While European problems are anything but resolved, the market has become much more focused on dollar vulnerability. Talk of QE2, additional fiscal stimulus in the face of massive deficits, and June’s nearly $50bn trade shortfall worked to reenergize the dollar bears. And renewed dollar weakness – and seemingly endless outflows of dollar liquidity – coincided with a big increase in foreign reserves held in custody at the NY Fed (foreign central banks lapping up excess dollar liquidity). These holdings increased a remarkable $145bn in only 13 weeks to a record $3.221 Trillion. It is worth noting that International Reserve Assets (as reported by Bloomberg) are up an incredible $940bn year-to-date to $8.572 Trillion.

I still believe the Greek debt crisis will be viewed as an important infection point with regard to market perceptions of structural debt issues. At the same time, it is also clear that the backdrop has been extraordinarily supportive of Bubble Dynamics.
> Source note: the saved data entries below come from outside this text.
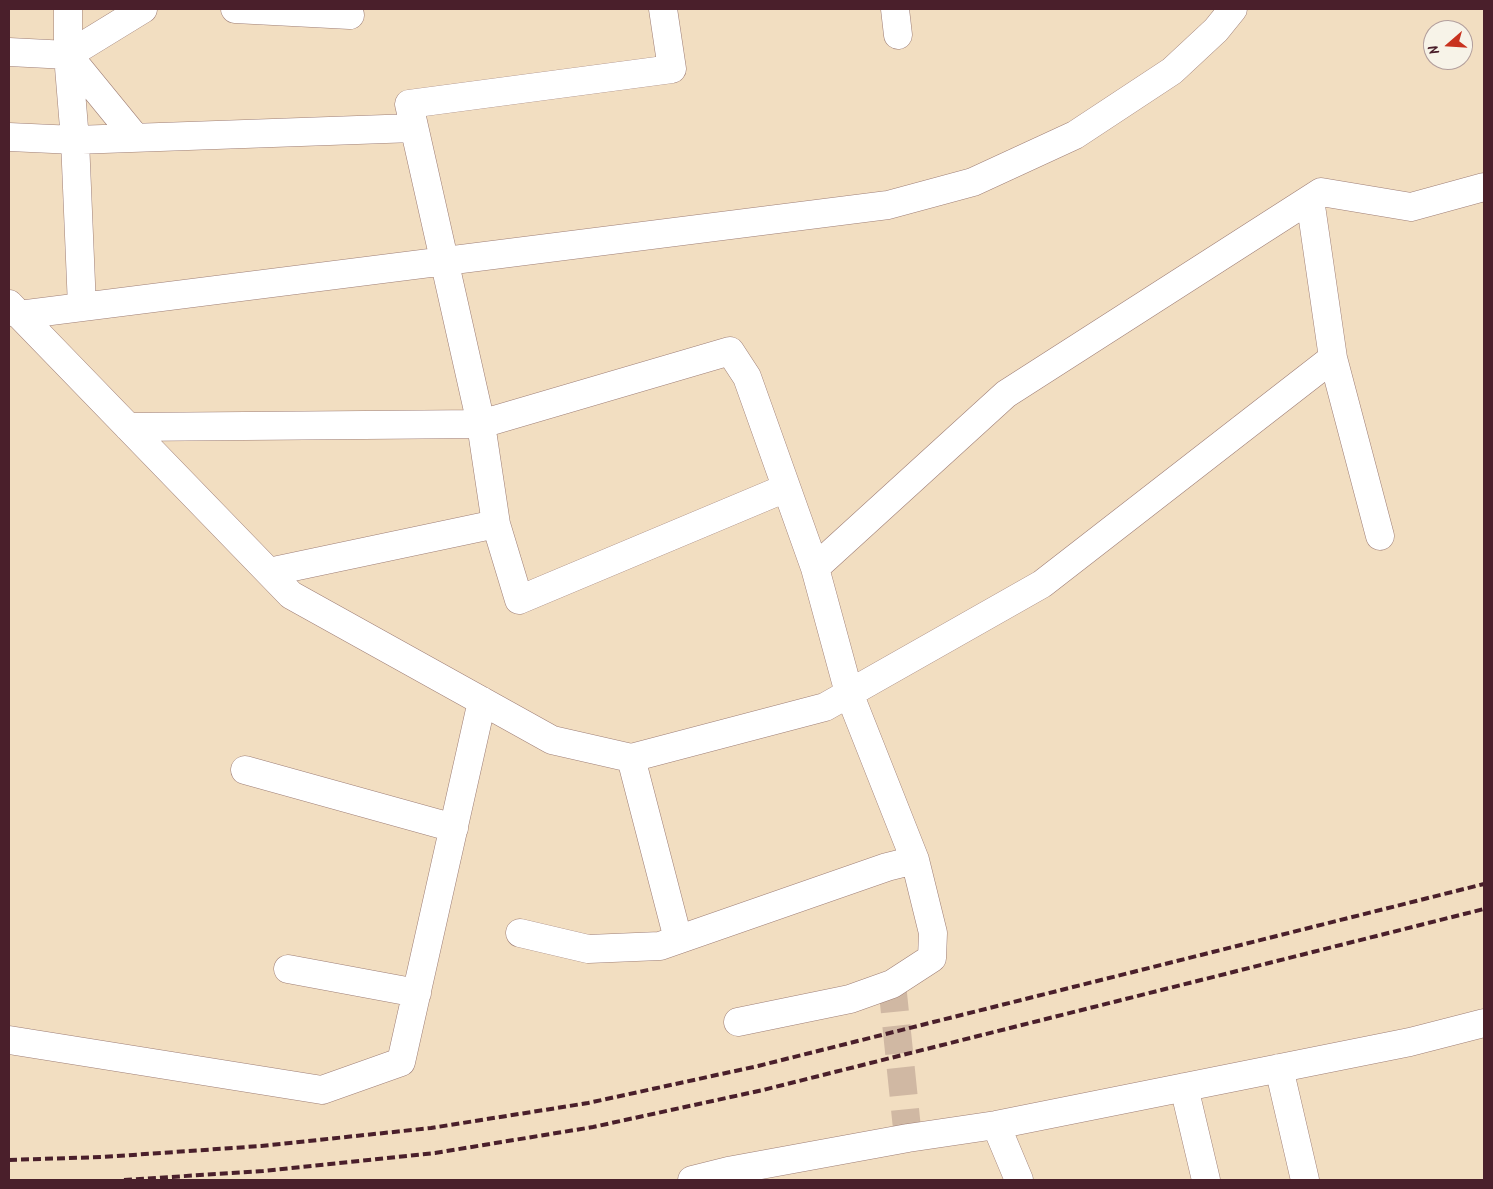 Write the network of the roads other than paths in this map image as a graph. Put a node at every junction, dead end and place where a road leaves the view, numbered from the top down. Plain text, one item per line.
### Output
1 (68, 9) edge
2 (143, 9) edge
3 (235, 9) edge
4 (663, 9) edge
5 (896, 9) edge
6 (1233, 9) edge
7 (350, 15) dead end
8 (898, 35) dead end
9 (9, 52) edge
10 (68, 55) junction
11 (414, 128) junction
12 (9, 137) edge
13 (135, 137) junction
14 (75, 140) junction
15 (1484, 187) edge
16 (1310, 199) junction
17 (444, 261) junction
18 (82, 307) junction
19 (14, 310) edge
20 (1333, 358) junction
21 (481, 424) junction
22 (128, 427) junction
23 (786, 488) junction
24 (496, 524) junction
25 (1380, 536) dead end
26 (815, 568) junction
27 (269, 572) junction
28 (849, 693) junction
29 (482, 701) junction
30 (632, 758) junction
31 (245, 770) dead end
32 (454, 828) junction
33 (915, 860) junction
34 (520, 933) dead end
35 (678, 939) junction
36 (288, 968) dead end
37 (416, 992) junction
38 (738, 1022) dead end
39 (1484, 1023) edge
40 (9, 1040) edge
41 (1279, 1068) junction
42 (1184, 1087) junction
43 (996, 1125) junction
44 (729, 1176) edge
45 (692, 1180) edge
46 (1019, 1180) edge
47 (1206, 1180) edge
48 (1305, 1180) edge

1 - 10 street
2 - 10 street
3 - 7 street
4 - 11 street
5 - 8 street
6 - 17 street
9 - 10 street
10 - 13 street
10 - 14 street
11 - 13 street
11 - 17 street
12 - 14 street
13 - 14 street
14 - 18 street
15 - 16 street
16 - 20 street
16 - 26 street
17 - 18 street
17 - 21 street
18 - 19 street
19 - 22 street
20 - 25 street
20 - 28 street
21 - 22 street
21 - 23 street
21 - 24 street
22 - 27 street
23 - 24 street
23 - 26 street
24 - 27 street
26 - 28 street
27 - 29 street
28 - 30 street
28 - 33 street
29 - 30 street
29 - 32 street
30 - 35 street
31 - 32 street
32 - 37 street
33 - 35 street
33 - 38 street
34 - 35 street
36 - 37 street
37 - 40 street
39 - 41 street
41 - 42 street
41 - 48 street
42 - 43 street
42 - 47 street
43 - 44 street
43 - 46 street
44 - 45 street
Of course, skyrocketing bond prices have given rise to fundamental justification. Interminable deflation risk is at the top of the list of why bond returns will indefinitely outperform cash. I am reminded of how technology stocks and home prices were only to go higher. My analytical framework downplays deflation and focuses instead on a debt Bubble fueled by the Federal Reserve, The People’s Bank of China, the ECB, BOJ, and the approaching one Trillion y-t-d increase in global central bank reserves. Throw in hedge fund/speculator leveraging and the billions flowing weekly (in search of any yield) into global fixed income and one sees all the necessary financing for a historic Bubble.
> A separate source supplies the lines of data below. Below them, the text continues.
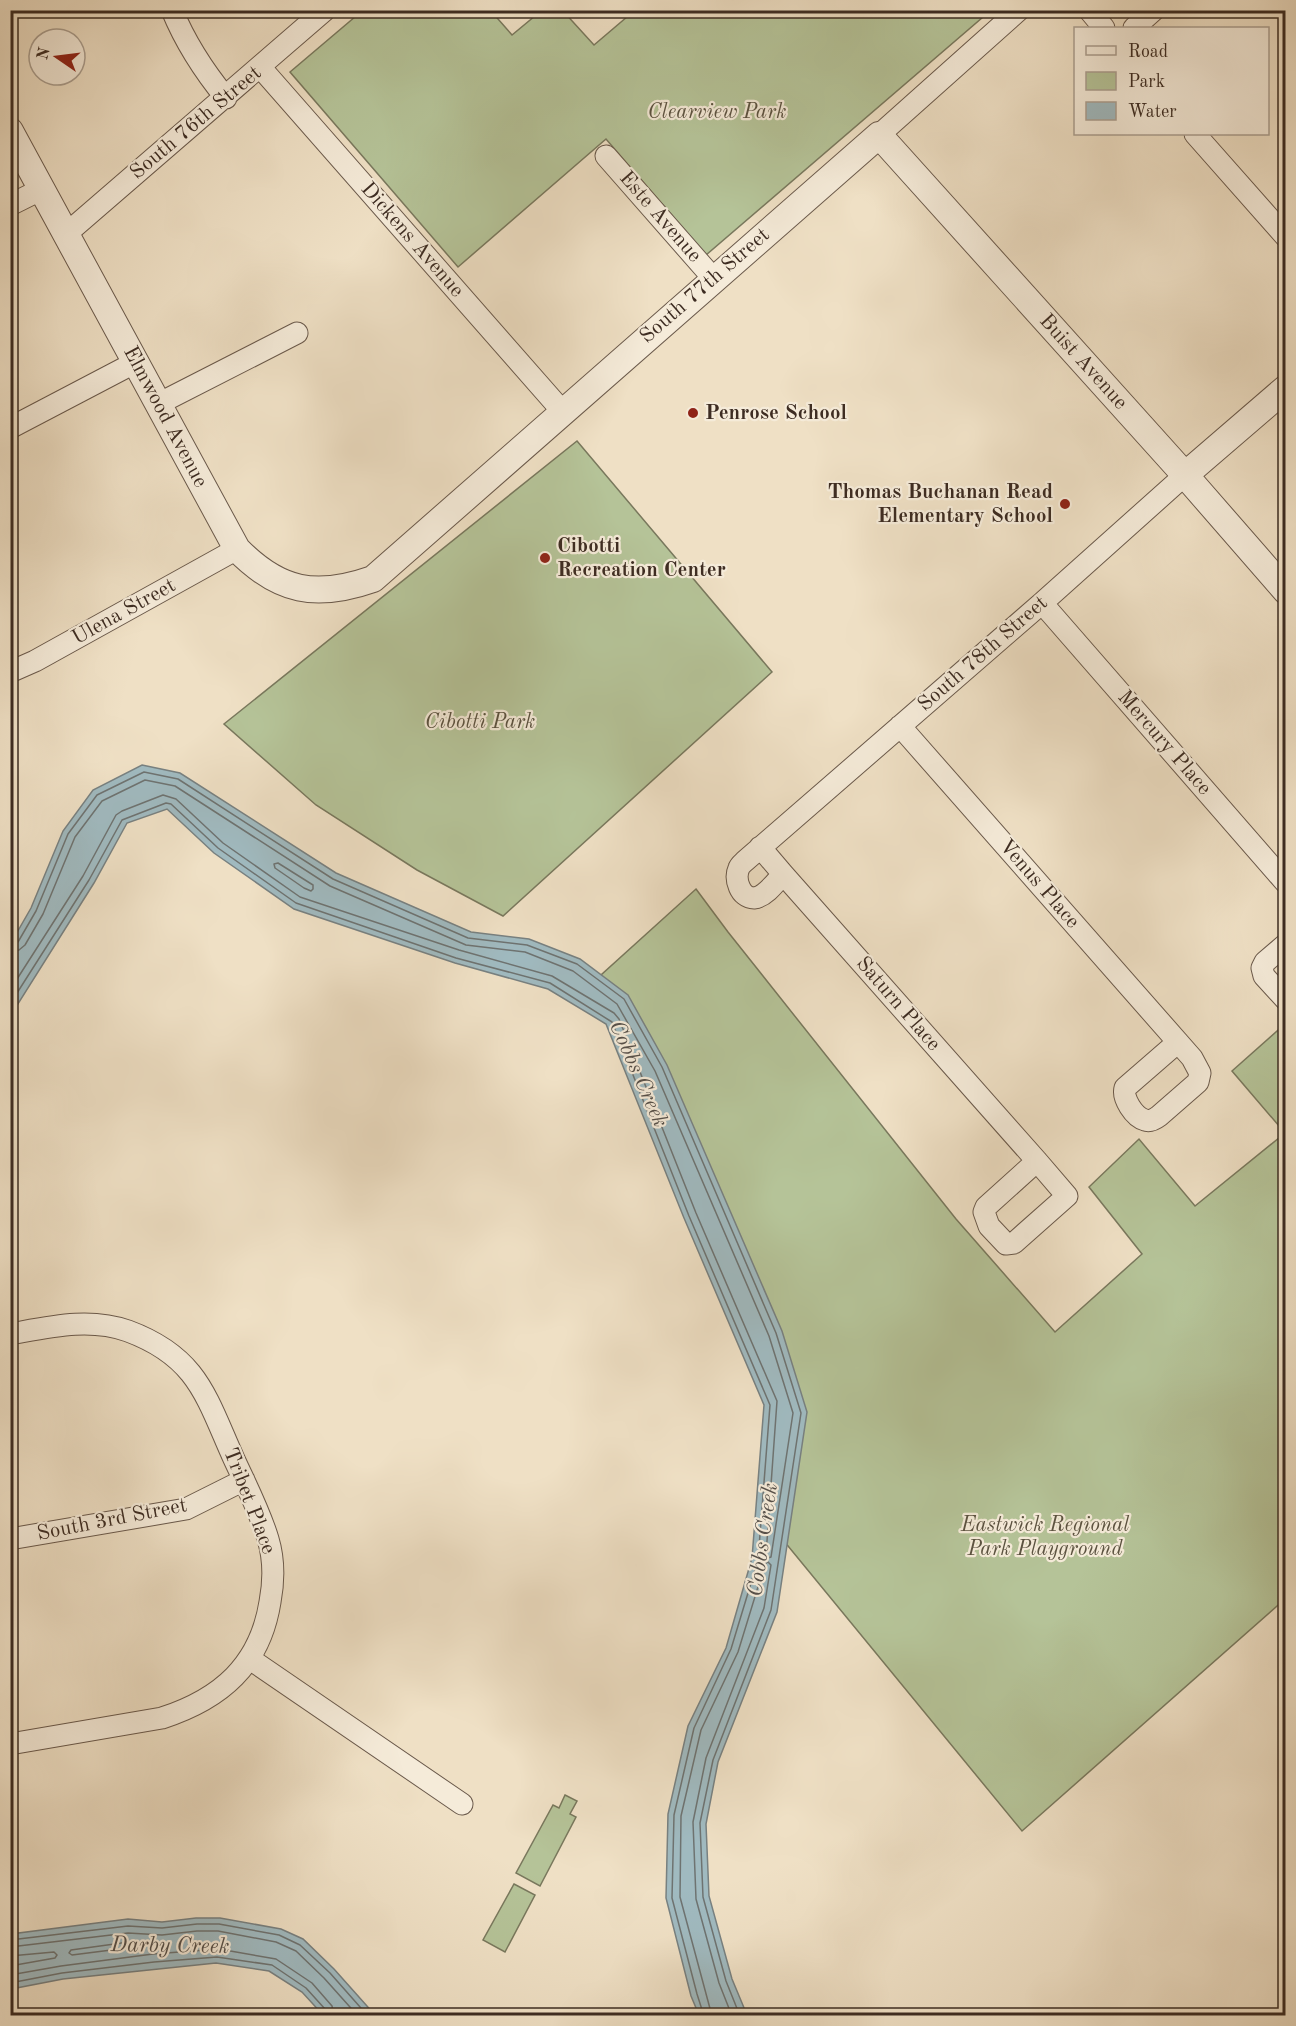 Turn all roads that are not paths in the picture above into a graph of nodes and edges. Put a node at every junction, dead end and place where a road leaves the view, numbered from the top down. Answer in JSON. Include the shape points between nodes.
{"nodes":[{"id":1,"x":172,"y":10,"type":"edge"},
{"id":2,"x":326,"y":10,"type":"edge"},
{"id":3,"x":1019,"y":10,"type":"edge"},
{"id":4,"x":1154,"y":10,"type":"edge"},
{"id":5,"x":1135,"y":27,"type":"edge"},
{"id":6,"x":261,"y":68,"type":"junction"},
{"id":7,"x":226,"y":98,"type":"junction"},
{"id":8,"x":10,"y":131,"type":"edge"},
{"id":9,"x":879,"y":135,"type":"junction"},
{"id":10,"x":1196,"y":135,"type":"edge"},
{"id":11,"x":606,"y":156,"type":"dead end"},
{"id":12,"x":42,"y":189,"type":"junction"},
{"id":13,"x":10,"y":206,"type":"edge"},
{"id":14,"x":66,"y":234,"type":"junction"},
{"id":15,"x":1286,"y":237,"type":"edge"},
{"id":16,"x":713,"y":278,"type":"junction"},
{"id":17,"x":297,"y":333,"type":"dead end"},
{"id":18,"x":135,"y":362,"type":"junction"},
{"id":19,"x":1286,"y":388,"type":"edge"},
{"id":20,"x":158,"y":404,"type":"junction"},
{"id":21,"x":563,"y":412,"type":"junction"},
{"id":22,"x":10,"y":428,"type":"edge"},
{"id":23,"x":1185,"y":475,"type":"junction"},
{"id":24,"x":237,"y":549,"type":"junction"},
{"id":25,"x":393,"y":563,"type":"joint"},
{"id":26,"x":1286,"y":591,"type":"edge"},
{"id":27,"x":1042,"y":603,"type":"junction"},
{"id":28,"x":10,"y":672,"type":"edge"},
{"id":29,"x":900,"y":726,"type":"junction"},
{"id":30,"x":760,"y":847,"type":"junction"},
{"id":31,"x":783,"y":874,"type":"junction"},
{"id":32,"x":1286,"y":883,"type":"edge"},
{"id":33,"x":1286,"y":944,"type":"edge"},
{"id":34,"x":1286,"y":999,"type":"edge"},
{"id":35,"x":1178,"y":1042,"type":"dead end"},
{"id":36,"x":1036,"y":1161,"type":"junction"},
{"id":37,"x":10,"y":1334,"type":"edge"},
{"id":38,"x":244,"y":1480,"type":"junction"},
{"id":39,"x":10,"y":1539,"type":"edge"},
{"id":40,"x":250,"y":1659,"type":"junction"},
{"id":41,"x":10,"y":1744,"type":"edge"},
{"id":42,"x":462,"y":1804,"type":"dead end"}],
"edges":[{"from":1,"to":7,"type":"street","via":[[184,38]]},
{"from":2,"to":6,"type":"street","name":"South 76th Street"},
{"from":3,"to":9,"type":"street","name":"South 77th Street"},
{"from":4,"to":5,"type":"street"},
{"from":6,"to":7,"type":"street","name":"South 76th Street"},
{"from":6,"to":21,"type":"street","name":"Dickens Avenue"},
{"from":7,"to":14,"type":"street","name":"South 76th Street"},
{"from":8,"to":12,"type":"street","name":"Elmwood Avenue"},
{"from":9,"to":16,"type":"street","name":"South 77th Street"},
{"from":9,"to":23,"type":"street","name":"Buist Avenue"},
{"from":10,"to":15,"type":"street"},
{"from":11,"to":16,"type":"street","name":"Este Avenue"},
{"from":12,"to":13,"type":"street"},
{"from":12,"to":14,"type":"street","name":"Elmwood Avenue"},
{"from":14,"to":18,"type":"street","name":"Elmwood Avenue"},
{"from":16,"to":21,"type":"street","name":"South 77th Street"},
{"from":17,"to":20,"type":"street"},
{"from":18,"to":20,"type":"street","name":"Elmwood Avenue"},
{"from":18,"to":22,"type":"street"},
{"from":19,"to":23,"type":"street","name":"South 78th Street"},
{"from":20,"to":24,"type":"street","name":"Elmwood Avenue"},
{"from":21,"to":25,"type":"street","name":"South 77th Street"},
{"from":23,"to":26,"type":"street","name":"Buist Avenue"},
{"from":23,"to":27,"type":"street","name":"South 78th Street"},
{"from":24,"to":25,"type":"street","name":"Elmwood Avenue","via":[[252,565],[281,583],[313,589],[348,588],[373,579]]},
{"from":24,"to":28,"type":"street","name":"Ulena Street","via":[[35,662]]},
{"from":27,"to":29,"type":"street","name":"South 78th Street"},
{"from":27,"to":32,"type":"street","name":"Mercury Place"},
{"from":29,"to":30,"type":"street","name":"South 78th Street"},
{"from":29,"to":35,"type":"street","name":"Venus Place"},
{"from":30,"to":31,"type":"street","name":"Saturn Place"},
{"from":30,"to":31,"type":"street","name":"South 78th Street","via":[[739,869],[737,878],[746,896],[761,895]]},
{"from":31,"to":36,"type":"street","name":"Saturn Place"},
{"from":33,"to":34,"type":"street","via":[[1262,968],[1264,976]]},
{"from":36,"to":36,"type":"street","name":"Saturn Place","via":[[1067,1196],[1014,1243],[1006,1244],[989,1226],[984,1212]]},
{"from":37,"to":38,"type":"street","name":"Tribet Place","via":[[88,1324],[126,1330],[159,1345],[190,1370],[201,1386]]},
{"from":38,"to":39,"type":"street","name":"South 3rd Street","via":[[186,1509]]},
{"from":38,"to":40,"type":"street","name":"Tribet Place","via":[[268,1539],[273,1566],[268,1614]]},
{"from":40,"to":41,"type":"street","name":"Tribet Place","via":[[228,1683],[185,1710],[162,1718]]},
{"from":40,"to":42,"type":"street"}]}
Developments and dynamics over the past couple of months have provided important confirmation for the Global Government Finance Bubble thesis. At the same time, there are numerous fault lines. Stress has reemerged in European debt markets, with yields rising notably in Greece, Portugal and Ireland. Here at home, stress continues to build in municipal finance. To what extent – and for how long – Global Government Finance Bubble Dynamics and attendant liquidity/speculative excesses mitigate some of these crisis points is an open question.